Je me fais une nouvelle fois palper à l'entrée de la salle, puis on vérifie le contenu de mon sac à dos . À ma vue, Ariana se lève, salue notre père, puis se dirige vers moi d'un pas élancé, la mine sévère.

— Tout ce qu'il te dit, tu me le répètes. S'il te menace, tu m'envoies un message. S'il me critique... je préfère pas le savoir.

Elle pose un baiser sur mon front, protectrice, et sort de la salle après avoir envoyé un dernier regard à notre père par-dessus son épaule.

D'un pas tout à coup moins assuré, je m'avance, et note les larges menottes qui entravent ses mains, mais aussi ses pieds.

Je me rappelle parfaitement du visage de mon père : Montgomery Cortez n'a jamais été le genre de type avec qui on a envie de s'embrouiller à la sortie d'un bar. La mâchoire carrée, le teint plus qu'hâlé, les yeux d'un noir d'encre. Plusieurs cicatrices marquent son visage en plus des rides qui commencent à s'y accumuler, descendent dans son cou, et se devinent sur ses épaules.

Il s'est coupé les cheveux, mais garde toujours une petite longueur qui lui fait retomber quelques mèches sur le front.

— Holà papa, je chuchote en m'asseyant en face de lui.

Son regard me balaye, des pieds à la tête, me détaille, me juge.

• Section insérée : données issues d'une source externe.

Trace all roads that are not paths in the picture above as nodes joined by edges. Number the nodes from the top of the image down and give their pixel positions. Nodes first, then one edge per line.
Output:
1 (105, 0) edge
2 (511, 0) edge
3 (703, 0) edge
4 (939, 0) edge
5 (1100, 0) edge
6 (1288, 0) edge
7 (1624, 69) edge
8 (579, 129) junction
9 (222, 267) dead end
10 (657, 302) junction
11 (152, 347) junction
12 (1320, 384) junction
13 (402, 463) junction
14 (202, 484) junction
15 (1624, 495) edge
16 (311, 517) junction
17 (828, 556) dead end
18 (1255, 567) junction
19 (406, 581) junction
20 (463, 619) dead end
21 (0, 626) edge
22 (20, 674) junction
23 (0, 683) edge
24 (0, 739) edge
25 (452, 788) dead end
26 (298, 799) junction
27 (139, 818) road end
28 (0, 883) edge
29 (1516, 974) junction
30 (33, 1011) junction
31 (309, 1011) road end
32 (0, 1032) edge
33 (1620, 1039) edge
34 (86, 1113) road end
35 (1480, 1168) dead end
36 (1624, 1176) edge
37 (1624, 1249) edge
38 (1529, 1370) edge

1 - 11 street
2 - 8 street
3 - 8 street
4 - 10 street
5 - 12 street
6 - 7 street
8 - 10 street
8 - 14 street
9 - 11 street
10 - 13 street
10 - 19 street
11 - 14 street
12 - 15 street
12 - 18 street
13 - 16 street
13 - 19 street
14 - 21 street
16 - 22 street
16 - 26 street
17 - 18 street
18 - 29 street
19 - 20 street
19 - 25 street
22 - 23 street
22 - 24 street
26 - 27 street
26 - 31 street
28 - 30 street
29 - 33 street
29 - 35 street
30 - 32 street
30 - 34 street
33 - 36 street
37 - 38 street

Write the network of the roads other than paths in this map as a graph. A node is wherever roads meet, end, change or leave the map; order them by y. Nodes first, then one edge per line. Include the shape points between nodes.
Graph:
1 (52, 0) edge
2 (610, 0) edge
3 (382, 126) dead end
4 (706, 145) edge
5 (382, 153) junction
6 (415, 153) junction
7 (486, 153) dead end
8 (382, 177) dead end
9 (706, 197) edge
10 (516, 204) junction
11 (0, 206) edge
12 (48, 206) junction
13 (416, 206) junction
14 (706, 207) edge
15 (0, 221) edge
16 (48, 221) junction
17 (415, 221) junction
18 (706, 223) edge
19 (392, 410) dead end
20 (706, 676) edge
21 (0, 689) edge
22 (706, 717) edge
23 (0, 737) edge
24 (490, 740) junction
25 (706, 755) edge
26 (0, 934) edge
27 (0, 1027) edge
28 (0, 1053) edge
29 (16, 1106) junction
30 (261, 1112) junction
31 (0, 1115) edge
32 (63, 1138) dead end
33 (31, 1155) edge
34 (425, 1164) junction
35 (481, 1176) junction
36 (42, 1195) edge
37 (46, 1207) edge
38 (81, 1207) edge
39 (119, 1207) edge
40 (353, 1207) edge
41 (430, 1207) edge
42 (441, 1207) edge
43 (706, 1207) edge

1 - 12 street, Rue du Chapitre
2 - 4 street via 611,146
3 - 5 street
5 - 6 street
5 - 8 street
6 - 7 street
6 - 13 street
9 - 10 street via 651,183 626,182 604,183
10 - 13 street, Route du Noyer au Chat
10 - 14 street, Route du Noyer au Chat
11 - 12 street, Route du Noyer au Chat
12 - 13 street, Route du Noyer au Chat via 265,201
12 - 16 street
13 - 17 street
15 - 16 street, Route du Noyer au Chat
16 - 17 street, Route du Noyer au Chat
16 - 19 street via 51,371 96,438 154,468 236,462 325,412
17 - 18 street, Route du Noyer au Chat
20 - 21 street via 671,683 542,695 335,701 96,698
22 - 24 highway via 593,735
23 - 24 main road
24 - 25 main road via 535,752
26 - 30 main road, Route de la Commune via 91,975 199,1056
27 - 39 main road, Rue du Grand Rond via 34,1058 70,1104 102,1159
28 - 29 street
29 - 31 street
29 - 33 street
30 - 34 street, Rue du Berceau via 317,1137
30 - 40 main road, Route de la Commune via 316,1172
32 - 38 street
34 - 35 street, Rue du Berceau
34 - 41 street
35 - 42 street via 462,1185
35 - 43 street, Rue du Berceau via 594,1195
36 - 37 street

Avant son arrestation il y a deux ans, nous avions tous un rôle bien défini dans la famille : H le futur repreneur, Ariana la fille parfaite, forte et réfléchie qui n'hésitait pas à casser des nez, et moi, le petit truc fragile qu'on voyait déjà comme la coqueluche du gang. Le gamin à l'air trop doux pour pouvoir un jour tenir une arme, celui qui se résumerait à pavaner aux côtés de ceux qui seraient jugés aptes à se battre. Je me souviens des repas de famille, où notre père nous énonçait à chacun nos qualités, et nos défauts. Mes qualités : joli gueule, joli corps, langue bien pendue, attendrissant. Mes défauts, trop nombreux pour être énumérés : faible, pleurnichard, fille manquée, lâche, pédale.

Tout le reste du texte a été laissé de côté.